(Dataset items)
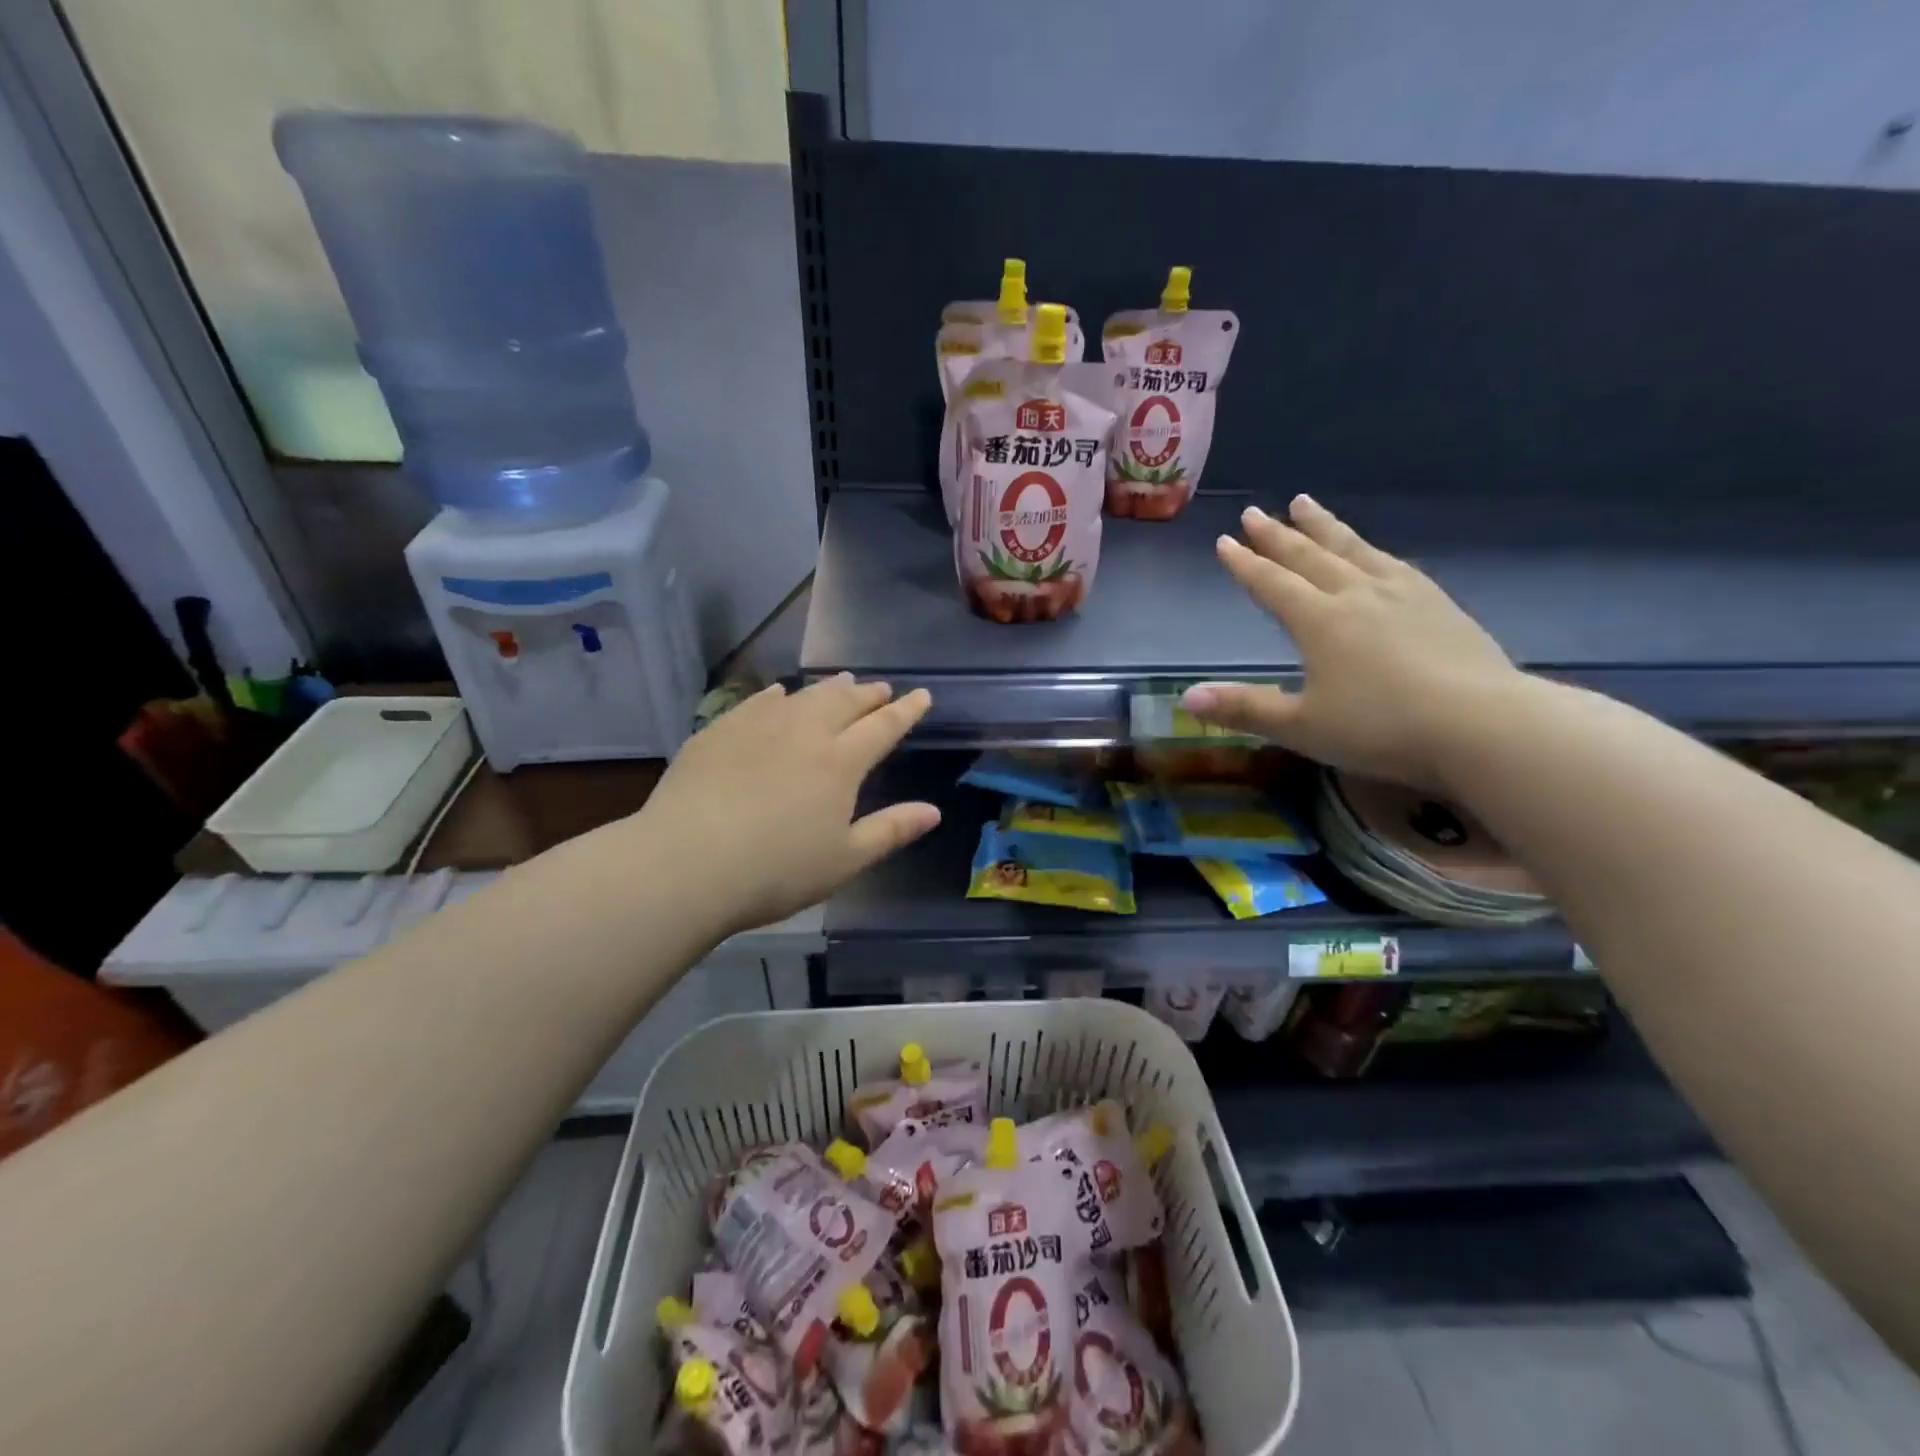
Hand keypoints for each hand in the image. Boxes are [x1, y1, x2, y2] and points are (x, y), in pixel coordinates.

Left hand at [636, 675, 939, 936]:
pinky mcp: (719, 731)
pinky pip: (757, 702)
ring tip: (843, 682)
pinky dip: (777, 694)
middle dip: (869, 694)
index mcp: (840, 762)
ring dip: (828, 688)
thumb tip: (934, 811)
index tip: (922, 694)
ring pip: (803, 696)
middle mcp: (804, 732)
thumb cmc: (776, 870)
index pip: (883, 727)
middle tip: (882, 688)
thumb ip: (891, 830)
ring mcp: (758, 726)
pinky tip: (779, 693)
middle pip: (844, 703)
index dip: (906, 710)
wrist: (686, 864)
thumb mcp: (845, 860)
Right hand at [1181, 496, 1519, 789]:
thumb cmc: (1380, 728)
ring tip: (1305, 503)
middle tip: (1255, 512)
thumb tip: (1185, 698)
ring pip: (1353, 550)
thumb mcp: (1301, 726)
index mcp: (1319, 621)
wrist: (1483, 726)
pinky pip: (1393, 564)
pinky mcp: (1438, 604)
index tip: (1224, 540)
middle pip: (1308, 557)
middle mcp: (1356, 595)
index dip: (1245, 564)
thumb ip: (1244, 708)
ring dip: (1323, 527)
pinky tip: (1373, 552)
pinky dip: (1370, 550)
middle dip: (1277, 535)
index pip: (1272, 584)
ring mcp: (1402, 595)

## Task directions
Every line above goes into the copy unchanged; the pictures do not.

## Result for this exercise
Hand keypoints for each hand in the image. Boxes are [x1, y1, x2, y2] and points are (x, y), in pixel coordinates.

Left hand at [636, 675, 939, 936]:
pinky mcp: (719, 731)
pinky pip: (757, 702)
ring tip: (843, 682)
pinky dip: (777, 694)
middle dip: (869, 694)
index mcp: (840, 762)
ring dip: (828, 688)
thumb tip: (934, 811)
index tip: (922, 694)
ring pip: (803, 696)
middle mcp: (804, 732)
thumb cmc: (776, 870)
index pip: (883, 727)
middle tip: (882, 688)
thumb ip: (891, 830)
ring mcp: (758, 726)
pinky tip: (779, 693)
middle pip: (844, 703)
index dip: (906, 710)
wrist: (686, 864)
thumb mcp: (845, 860)
Right hand at [1181, 496, 1519, 789]:
thumb cmc: (1380, 728)
ring tip: (1305, 503)
middle tip: (1255, 512)
thumb tip: (1185, 698)
ring pip: (1353, 550)
thumb mcp: (1301, 726)
index mcp: (1319, 621)
wrist: (1483, 726)
pinky pip: (1393, 564)
pinky mcp: (1438, 604)
index tip: (1224, 540)
middle pip: (1308, 557)
middle mcp: (1356, 595)
index dip: (1245, 564)
thumb ip: (1244, 708)
ring dip: (1323, 527)
pinky tip: (1373, 552)
pinky dip: (1370, 550)
middle dip: (1277, 535)
index pip: (1272, 584)
ring mcp: (1402, 595)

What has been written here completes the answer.